En fin. Mejor me voy a tomar mi cerveza Guinness y el lunes te cuento como me fue!

----------


## slof

Hola Monichka,
Me gusta la idea  de beber gratis,aunque no me gusta nada la idea de gastando dinero en los casinos.Puedo solo beber {gratis,sin jugando}.
Tu explicacion sobre el oxigeno tiene sentido,{muy astuto}.
Los hoteles de Las Vegas parecen interesante,pero no estoy seguro de 'gondolieri cantando'. 
Sobre los Mexicanos ilegales,necesitan visa para vacaciones en EEUU ?
Sobre los inmigrantes por lo general,me parece es loco que tienes Chinos y gente de Europa del este en tu pais ,tambien haciendo la travesia.
En cuanto a los tuneles,aun mas loco. 
Vi una programa de la television sobre la ciudad de Mexico otro dia,
pense la gente parecer simpatica, y la basilica/catedral muy bonita,la plaza Garibaldi muy animado,pero no estoy totalmente  seguro de 'Acoziles'.Has comido acoziles?
Se necesita  un estomago fuerte para ellos. 
Espero el 5 de Mayo  pasado bien? Tambien espero disfrutas la cerveza negra.Voy a tomar unas ahora,
Hasta luego Mexicana.

----------


## uno

> Hola Monichka,
> Me gusta la idea  de beber gratis,aunque no me gusta nada la idea de *gastando* dinero en los casinos. 
> me parece *es* loco que tienes Chinos y gente de Europa del este en tu pais ,tambien *haciendo* la travesia.

----------


## slof

Hola uno,
Tengo serias dudas si algo he escrito es gramaticalmente correcta,
pero estoy intentando lo mejor que pueda.
Adios.

----------


## monichka

Slof: 
Ayer probe la cerveza negra con unos amigos y la verdad esta muy buena. Si tenemos en Mexico una cerveza oscura, aunque la Guinness es mas fuerte y tiene mas cuerpo. Me fue muy bien. En Inglaterre la toman fria o caliente? 
A los mexicanos para ir a Estados Unidos de turistas, lo que nos piden  acreditar es que tengas un trabajo, que vives en casa propia en Mexico o que tengas inversiones en un banco mexicano. La visa me parece que cuesta algo asi como entre $80 o $100 dolares y se tardan como dos meses en dartela. Tiene una vigencia de 10 anios. Si vas a estar mas de 5 dias debes pagar $6 dolares cuando entras a los Estados Unidos.

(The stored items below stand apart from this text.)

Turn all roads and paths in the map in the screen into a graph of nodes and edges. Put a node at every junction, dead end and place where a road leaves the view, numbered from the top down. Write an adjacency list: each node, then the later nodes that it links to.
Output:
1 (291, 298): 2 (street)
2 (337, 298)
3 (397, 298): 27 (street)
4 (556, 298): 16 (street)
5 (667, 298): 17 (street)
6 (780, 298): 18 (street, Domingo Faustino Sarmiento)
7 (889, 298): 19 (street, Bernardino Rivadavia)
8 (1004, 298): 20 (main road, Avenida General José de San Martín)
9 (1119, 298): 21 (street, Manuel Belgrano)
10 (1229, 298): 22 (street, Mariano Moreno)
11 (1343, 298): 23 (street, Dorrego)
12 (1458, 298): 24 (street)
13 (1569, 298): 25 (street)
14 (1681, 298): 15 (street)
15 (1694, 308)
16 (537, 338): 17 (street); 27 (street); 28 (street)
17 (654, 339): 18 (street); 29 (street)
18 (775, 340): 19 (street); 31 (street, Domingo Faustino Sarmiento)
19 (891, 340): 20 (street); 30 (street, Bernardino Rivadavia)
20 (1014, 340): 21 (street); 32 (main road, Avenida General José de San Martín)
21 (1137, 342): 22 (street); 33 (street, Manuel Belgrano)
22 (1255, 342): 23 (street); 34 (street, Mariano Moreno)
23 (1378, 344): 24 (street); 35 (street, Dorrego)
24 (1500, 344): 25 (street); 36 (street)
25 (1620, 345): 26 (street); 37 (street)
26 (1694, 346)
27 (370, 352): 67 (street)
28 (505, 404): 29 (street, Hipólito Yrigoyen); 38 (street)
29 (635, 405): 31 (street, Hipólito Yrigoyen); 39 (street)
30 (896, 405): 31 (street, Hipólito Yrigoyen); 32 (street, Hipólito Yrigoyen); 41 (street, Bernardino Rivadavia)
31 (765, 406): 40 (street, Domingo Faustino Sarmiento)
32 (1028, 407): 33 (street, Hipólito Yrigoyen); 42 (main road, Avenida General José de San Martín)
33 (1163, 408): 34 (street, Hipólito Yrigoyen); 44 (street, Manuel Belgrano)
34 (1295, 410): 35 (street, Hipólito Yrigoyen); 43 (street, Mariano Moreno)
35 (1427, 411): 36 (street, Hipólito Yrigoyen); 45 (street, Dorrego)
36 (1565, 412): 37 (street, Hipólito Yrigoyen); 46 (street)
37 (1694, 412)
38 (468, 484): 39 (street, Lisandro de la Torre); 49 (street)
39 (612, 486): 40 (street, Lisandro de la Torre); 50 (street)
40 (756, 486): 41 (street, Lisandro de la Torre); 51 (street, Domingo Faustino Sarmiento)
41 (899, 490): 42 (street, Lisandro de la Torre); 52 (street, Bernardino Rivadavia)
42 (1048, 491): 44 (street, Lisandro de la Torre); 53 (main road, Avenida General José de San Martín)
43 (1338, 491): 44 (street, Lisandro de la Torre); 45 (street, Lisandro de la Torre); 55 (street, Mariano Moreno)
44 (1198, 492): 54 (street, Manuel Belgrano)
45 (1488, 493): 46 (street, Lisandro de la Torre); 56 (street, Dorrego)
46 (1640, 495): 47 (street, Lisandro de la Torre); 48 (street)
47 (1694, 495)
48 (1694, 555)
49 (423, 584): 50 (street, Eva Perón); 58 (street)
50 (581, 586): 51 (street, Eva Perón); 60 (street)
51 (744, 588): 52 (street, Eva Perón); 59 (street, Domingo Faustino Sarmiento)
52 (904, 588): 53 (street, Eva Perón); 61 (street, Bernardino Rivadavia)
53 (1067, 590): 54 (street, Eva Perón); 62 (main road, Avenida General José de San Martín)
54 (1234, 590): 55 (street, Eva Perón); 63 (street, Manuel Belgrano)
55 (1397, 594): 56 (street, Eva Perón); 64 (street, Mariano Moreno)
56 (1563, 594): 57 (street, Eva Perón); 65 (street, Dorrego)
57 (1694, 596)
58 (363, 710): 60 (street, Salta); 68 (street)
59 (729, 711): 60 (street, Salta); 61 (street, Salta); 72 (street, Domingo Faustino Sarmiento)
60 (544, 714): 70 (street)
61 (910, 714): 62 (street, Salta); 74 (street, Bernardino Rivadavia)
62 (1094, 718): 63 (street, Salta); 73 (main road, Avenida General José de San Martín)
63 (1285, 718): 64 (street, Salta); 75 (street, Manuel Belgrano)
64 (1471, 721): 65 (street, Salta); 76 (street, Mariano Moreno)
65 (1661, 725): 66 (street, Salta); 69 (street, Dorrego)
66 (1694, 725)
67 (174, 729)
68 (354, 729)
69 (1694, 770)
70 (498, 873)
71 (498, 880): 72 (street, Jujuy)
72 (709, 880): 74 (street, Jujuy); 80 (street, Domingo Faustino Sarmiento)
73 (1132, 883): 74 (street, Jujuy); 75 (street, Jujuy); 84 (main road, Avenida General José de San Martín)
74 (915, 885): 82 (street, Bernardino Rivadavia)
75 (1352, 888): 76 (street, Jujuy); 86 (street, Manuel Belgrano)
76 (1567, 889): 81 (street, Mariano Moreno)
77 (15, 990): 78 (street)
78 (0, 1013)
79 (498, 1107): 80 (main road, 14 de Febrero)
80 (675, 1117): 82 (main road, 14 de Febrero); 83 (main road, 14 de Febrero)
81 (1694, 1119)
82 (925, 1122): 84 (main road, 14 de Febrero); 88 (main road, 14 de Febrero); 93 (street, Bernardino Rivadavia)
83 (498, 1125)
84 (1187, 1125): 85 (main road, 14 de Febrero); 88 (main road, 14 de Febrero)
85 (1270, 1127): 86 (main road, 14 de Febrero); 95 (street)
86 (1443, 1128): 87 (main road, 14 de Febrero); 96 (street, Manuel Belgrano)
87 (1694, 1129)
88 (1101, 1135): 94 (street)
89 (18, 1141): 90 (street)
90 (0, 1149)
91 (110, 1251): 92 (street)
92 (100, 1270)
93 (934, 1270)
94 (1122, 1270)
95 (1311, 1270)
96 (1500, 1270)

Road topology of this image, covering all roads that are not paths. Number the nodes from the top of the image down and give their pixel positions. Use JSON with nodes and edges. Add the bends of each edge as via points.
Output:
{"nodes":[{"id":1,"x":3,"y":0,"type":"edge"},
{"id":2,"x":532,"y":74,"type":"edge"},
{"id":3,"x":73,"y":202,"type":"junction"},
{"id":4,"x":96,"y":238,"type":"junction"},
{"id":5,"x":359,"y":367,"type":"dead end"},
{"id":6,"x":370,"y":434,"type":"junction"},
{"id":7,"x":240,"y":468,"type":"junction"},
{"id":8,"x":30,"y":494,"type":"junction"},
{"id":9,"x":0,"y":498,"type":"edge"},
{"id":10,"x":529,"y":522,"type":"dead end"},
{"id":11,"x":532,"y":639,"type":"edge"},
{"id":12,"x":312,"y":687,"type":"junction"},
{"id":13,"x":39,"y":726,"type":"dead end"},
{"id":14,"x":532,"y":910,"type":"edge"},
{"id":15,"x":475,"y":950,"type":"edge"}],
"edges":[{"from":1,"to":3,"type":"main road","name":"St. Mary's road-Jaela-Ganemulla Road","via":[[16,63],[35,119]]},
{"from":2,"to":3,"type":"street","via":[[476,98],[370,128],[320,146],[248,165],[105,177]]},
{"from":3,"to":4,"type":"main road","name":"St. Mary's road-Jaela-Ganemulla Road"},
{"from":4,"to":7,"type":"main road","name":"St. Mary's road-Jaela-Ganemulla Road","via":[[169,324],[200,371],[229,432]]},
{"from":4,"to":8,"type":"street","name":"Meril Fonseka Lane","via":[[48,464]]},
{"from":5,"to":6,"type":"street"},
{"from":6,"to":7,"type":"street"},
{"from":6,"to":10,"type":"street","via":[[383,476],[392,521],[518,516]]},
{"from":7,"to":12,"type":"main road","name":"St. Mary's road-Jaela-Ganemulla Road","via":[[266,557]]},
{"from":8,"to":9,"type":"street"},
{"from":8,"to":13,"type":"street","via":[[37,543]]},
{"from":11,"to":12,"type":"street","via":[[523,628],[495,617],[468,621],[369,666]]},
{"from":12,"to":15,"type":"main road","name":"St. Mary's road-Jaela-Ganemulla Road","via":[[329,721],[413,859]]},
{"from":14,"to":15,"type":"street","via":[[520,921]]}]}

En las visas surgen de repente problemas en los consulados, como cuando hay un homonimo que se llama igual que tu y esta en la lista de los "Most Wanted".  
No no he probado los acoziles, ni pienso hacerlo. Es parte de la herencia indigena, ya que comian muchas clases de insectos. La variedad de la comida mexicana es enorme.  Hay muchas cosas mas que pueden producir un shock en un europeo o un norteamericano. A mi me ha pasado que he tenido que explicarle a algun extranjero ciertos platillos exoticos, y veo una cara de alarma de "No me van a hacer comer eso, verdad?". Tambien hay otros que lo ven como un reto y quieren probar de todo. Los rusos por ejemplo, en general, son muy audaces. 
Slof, la verdad es que te felicito por tu espanol, prinicipalmente por practicarlo y si quieres cualquier consejo, con todo gusto te apoyo.  
A mi me gustaria saber si tu sabes ruso y me puedes dar algunos consejos. En este momento no he podido dedicarme a estudiar a fondo, pero no quito el dedo del renglon.  
Por otra parte, a lo mejor pido tu ayuda pronto porque inicio el miercoles un curso de traduccion de textos del espanol al ingles. Entonces ya te estare dando lata...

----------


## julia95

Disculpenme por entrar muy tarde en esta platica, pero querria aclarar unas cosas que me han confundido.  Por ejemplo, dicen que en Argentina concha es una mala palabra, pero en Mexico es un tipo de pan dulce, no?  Pero tambien Concha es una dimunitiva de "Concepcion", no?  Y en Mexico taco es una comida, pero en El Salvador taco son zapatos para jugar futbol, creo, y en EUA "taco" es lo que las mujeres traen por dentro de las piernas.     ::    OK,  y tambien en El Salvador usan la palabra "bicho" para decir un insecto, o una cosa pequena como un bebe, o tambien "bicho" es lo que los HOMBRES traen por dentro de las piernas, y dicen q en Espana "bicho" es una palabra supermal, q refiere a los testiculos.  Y en Espana Sancho es un nombre pero en Mexico sancho es un amante adulterio y en EU algunos restaurantes sirven burritos grandes q se llaman "Sancho".   Y tambien sirven tostaditos q se llaman "Nachos" -el dominutivo de Ignacio.   OK, por favor avisame si todo es correcto.  Yo he hablado mucho con Mexicanos y mas recentamente con salvadorenos y guao!!  q diferencia en el acento de los salvadorenos!!   OK,  cuidate todos y chau o hasta la proxima.

----------


## monichka

Julia95: 
Bienvenida! Entiendo tu confusion. Tambien en Mexico les decimos tacos a los zapatos de futbol y Concha es el diminutivo de Concepcion.  
Me sorprendes con lo de bicho y sus demas significados en Espana y Latinoamerica. De verdad no sabia.  
Lo que se es que una de las palabras mas groseras en Mexico "chingado"  en El Salvador y otros sitios de centroamerica significa arrugado, y en Espa

----------


## slof

Hola Monichka,
Espero bebiste la cerveza fria? Tienes que beber la cerveza  negra fria,cuanto mas fria mejor.Como se llama  la cerveza oscura tienes en Mexico?   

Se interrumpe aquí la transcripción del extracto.